- TASK TO COMPLETE
Among the lines below, copy each one in which "lane" appears.

- DATA IN THIS EXERCISE

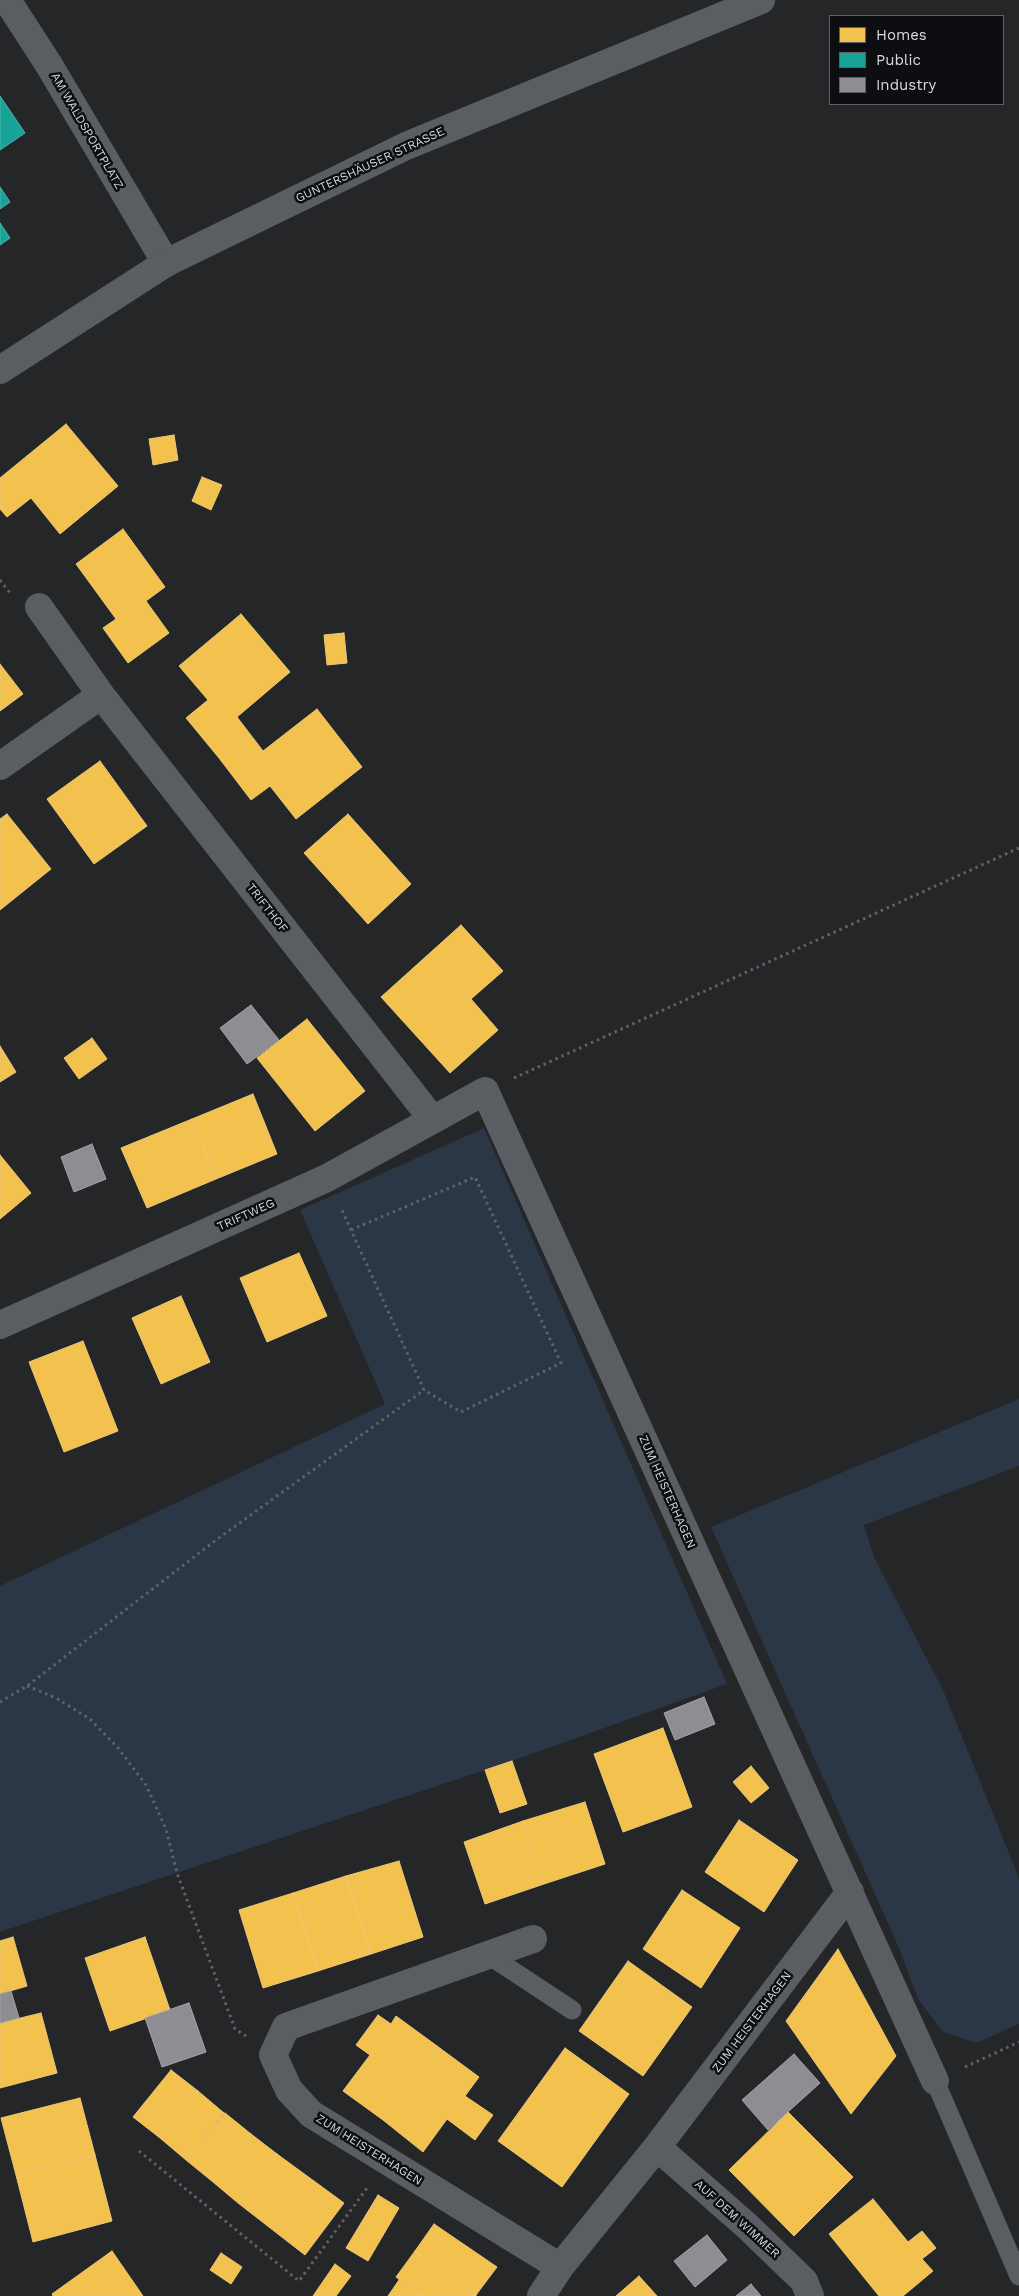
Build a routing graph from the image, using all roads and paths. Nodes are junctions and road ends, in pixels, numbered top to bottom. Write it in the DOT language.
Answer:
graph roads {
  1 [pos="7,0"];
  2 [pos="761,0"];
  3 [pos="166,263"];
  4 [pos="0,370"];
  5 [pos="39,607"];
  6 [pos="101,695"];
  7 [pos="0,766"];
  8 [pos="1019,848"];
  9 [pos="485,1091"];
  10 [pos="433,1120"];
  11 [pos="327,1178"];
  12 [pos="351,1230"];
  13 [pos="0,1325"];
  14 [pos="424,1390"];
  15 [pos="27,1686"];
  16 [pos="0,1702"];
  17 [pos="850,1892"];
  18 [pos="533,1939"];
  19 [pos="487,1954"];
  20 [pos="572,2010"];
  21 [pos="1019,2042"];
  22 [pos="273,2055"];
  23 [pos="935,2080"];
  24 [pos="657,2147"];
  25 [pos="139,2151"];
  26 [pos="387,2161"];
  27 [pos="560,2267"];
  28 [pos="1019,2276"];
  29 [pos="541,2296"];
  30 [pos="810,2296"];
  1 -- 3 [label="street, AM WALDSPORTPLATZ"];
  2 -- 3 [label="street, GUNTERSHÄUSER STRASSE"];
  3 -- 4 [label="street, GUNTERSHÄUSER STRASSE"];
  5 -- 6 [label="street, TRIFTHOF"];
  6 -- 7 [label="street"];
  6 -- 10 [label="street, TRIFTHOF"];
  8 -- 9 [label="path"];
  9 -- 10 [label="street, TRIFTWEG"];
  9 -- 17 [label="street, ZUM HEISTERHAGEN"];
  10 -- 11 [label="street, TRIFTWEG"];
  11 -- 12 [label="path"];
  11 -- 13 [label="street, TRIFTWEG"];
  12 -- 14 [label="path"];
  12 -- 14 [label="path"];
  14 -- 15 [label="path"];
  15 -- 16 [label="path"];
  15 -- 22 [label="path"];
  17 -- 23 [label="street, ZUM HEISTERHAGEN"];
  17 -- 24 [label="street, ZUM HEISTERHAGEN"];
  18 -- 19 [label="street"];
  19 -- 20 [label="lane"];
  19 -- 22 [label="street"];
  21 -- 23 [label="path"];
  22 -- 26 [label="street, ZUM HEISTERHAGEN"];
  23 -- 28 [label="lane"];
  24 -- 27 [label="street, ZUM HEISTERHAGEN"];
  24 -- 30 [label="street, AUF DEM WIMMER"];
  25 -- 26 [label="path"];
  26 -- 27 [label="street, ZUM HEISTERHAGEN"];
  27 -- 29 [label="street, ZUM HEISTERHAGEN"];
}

--

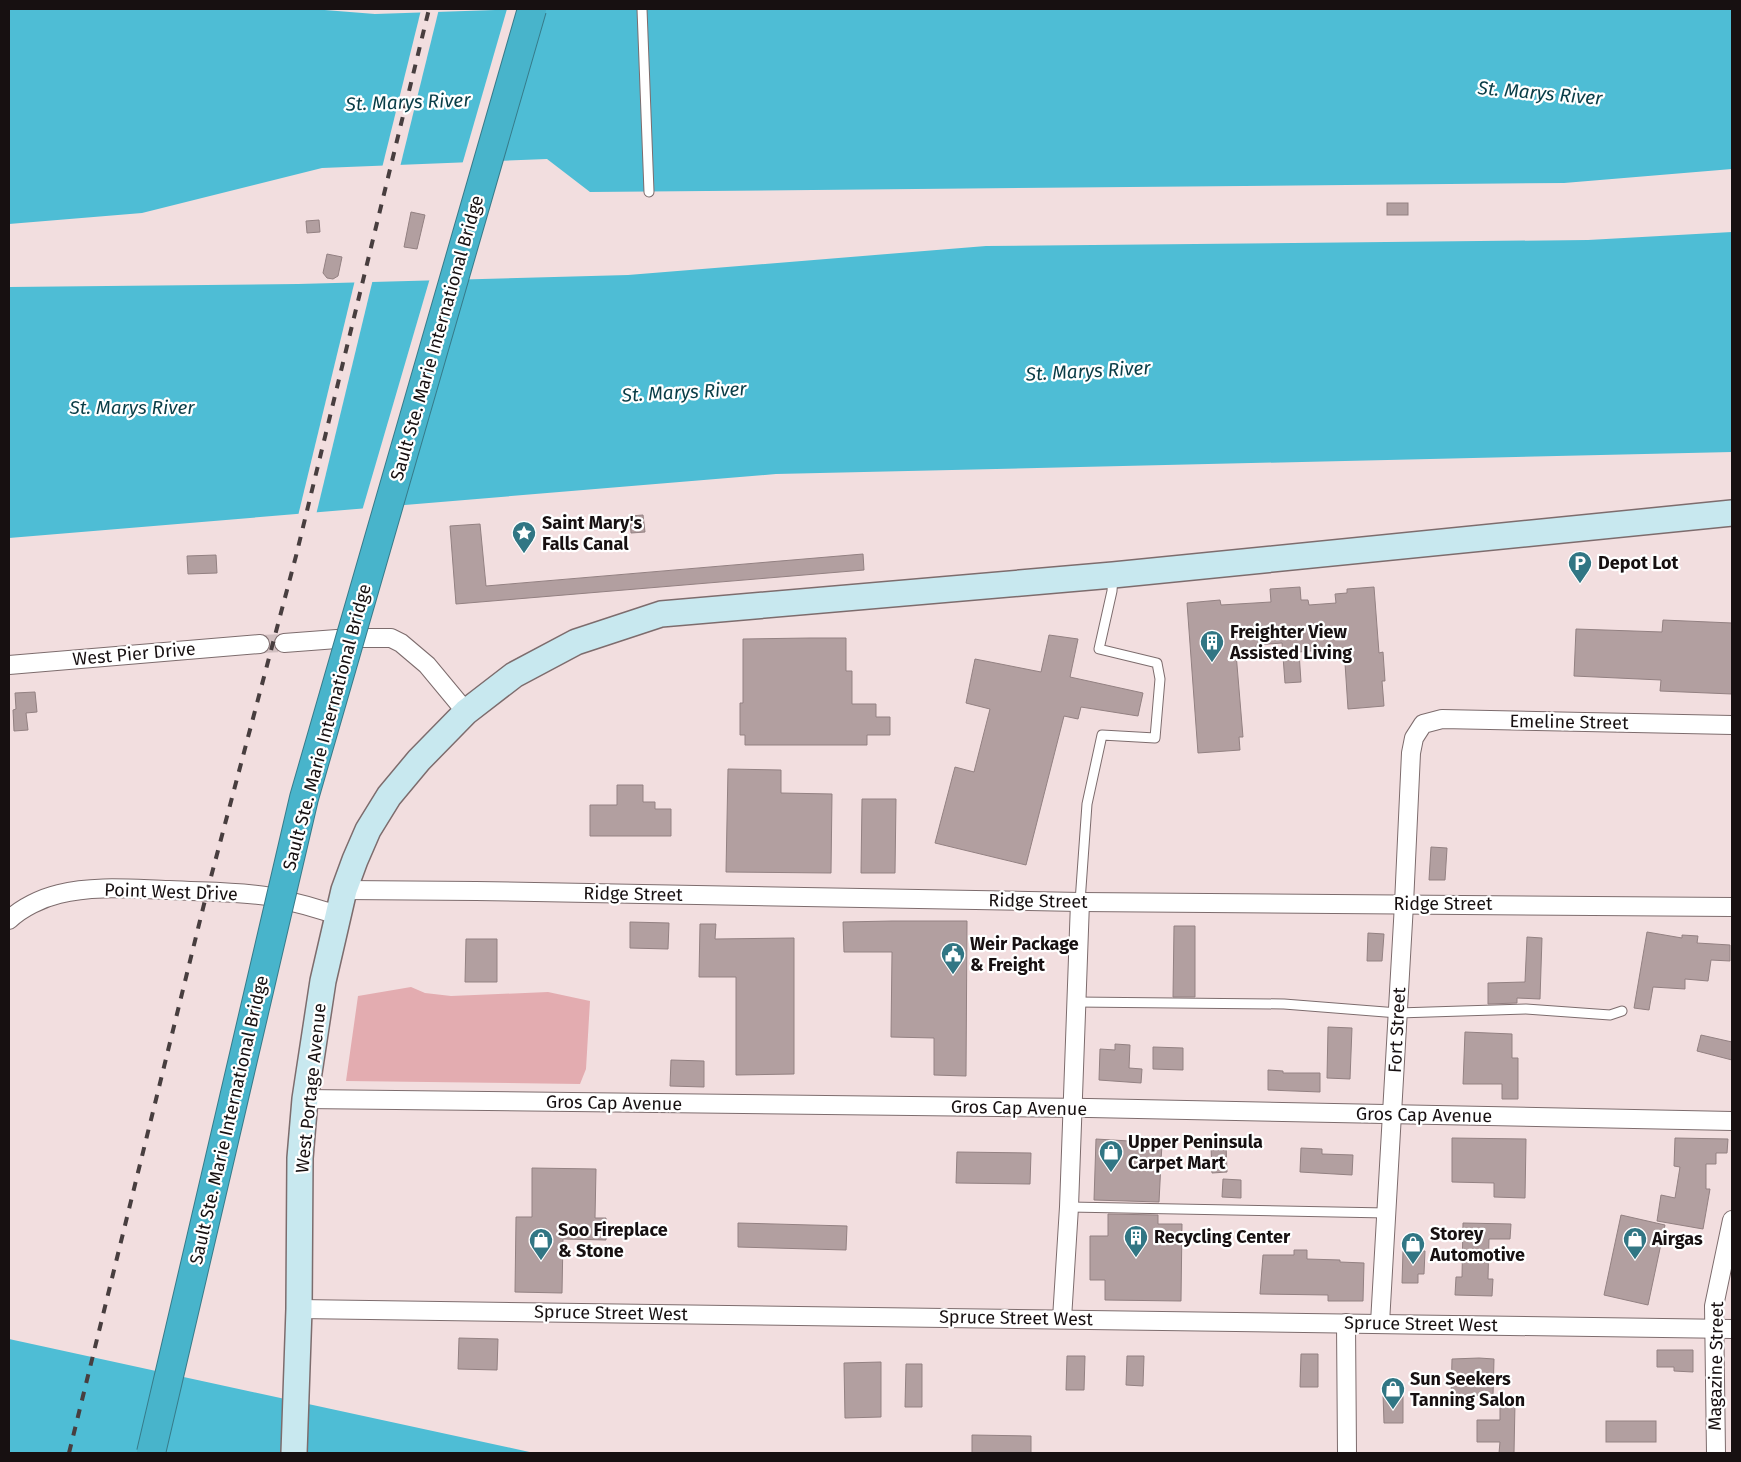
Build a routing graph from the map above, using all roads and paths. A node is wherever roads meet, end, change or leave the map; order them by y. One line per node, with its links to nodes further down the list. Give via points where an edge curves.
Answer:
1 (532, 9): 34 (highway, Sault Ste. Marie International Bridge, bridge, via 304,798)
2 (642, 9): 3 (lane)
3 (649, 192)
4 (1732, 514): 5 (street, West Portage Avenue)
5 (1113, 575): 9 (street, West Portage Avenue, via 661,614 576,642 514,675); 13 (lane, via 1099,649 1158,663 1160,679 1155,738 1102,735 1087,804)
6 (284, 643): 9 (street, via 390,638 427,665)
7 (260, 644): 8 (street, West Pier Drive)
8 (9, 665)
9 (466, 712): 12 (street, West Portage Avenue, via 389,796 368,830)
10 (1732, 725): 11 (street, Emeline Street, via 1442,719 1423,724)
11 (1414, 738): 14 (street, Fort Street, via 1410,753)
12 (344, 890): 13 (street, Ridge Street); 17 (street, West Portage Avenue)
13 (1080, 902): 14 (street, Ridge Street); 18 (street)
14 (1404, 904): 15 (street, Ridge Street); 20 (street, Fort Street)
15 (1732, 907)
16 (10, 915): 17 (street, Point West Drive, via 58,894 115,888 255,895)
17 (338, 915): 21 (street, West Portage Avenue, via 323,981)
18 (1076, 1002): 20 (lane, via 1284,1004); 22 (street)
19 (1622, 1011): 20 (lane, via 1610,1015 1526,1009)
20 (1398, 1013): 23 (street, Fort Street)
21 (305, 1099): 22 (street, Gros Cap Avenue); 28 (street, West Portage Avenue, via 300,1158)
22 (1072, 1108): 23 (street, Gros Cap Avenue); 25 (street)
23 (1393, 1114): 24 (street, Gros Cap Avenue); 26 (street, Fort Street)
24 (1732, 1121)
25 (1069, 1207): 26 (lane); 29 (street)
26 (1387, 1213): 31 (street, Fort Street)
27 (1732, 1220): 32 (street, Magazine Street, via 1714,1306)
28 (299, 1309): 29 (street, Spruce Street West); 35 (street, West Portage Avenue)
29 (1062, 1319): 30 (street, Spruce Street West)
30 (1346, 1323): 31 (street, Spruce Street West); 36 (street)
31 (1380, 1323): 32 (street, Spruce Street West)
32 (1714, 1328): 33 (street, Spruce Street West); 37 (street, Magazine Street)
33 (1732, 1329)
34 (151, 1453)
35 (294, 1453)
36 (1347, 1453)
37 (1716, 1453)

- SOLUTION TO THIS PROBLEM
  19 -- 20 [label="lane"];
  23 -- 28 [label="lane"];
2 (642, 9): 3 (lane)
5 (1113, 575): 9 (street, West Portage Avenue, via 661,614 576,642 514,675); 13 (lane, via 1099,649 1158,663 1160,679 1155,738 1102,735 1087,804)
18 (1076, 1002): 20 (lane, via 1284,1004); 22 (street)
19 (1622, 1011): 20 (lane, via 1610,1015 1526,1009)
25 (1069, 1207): 26 (lane); 29 (street)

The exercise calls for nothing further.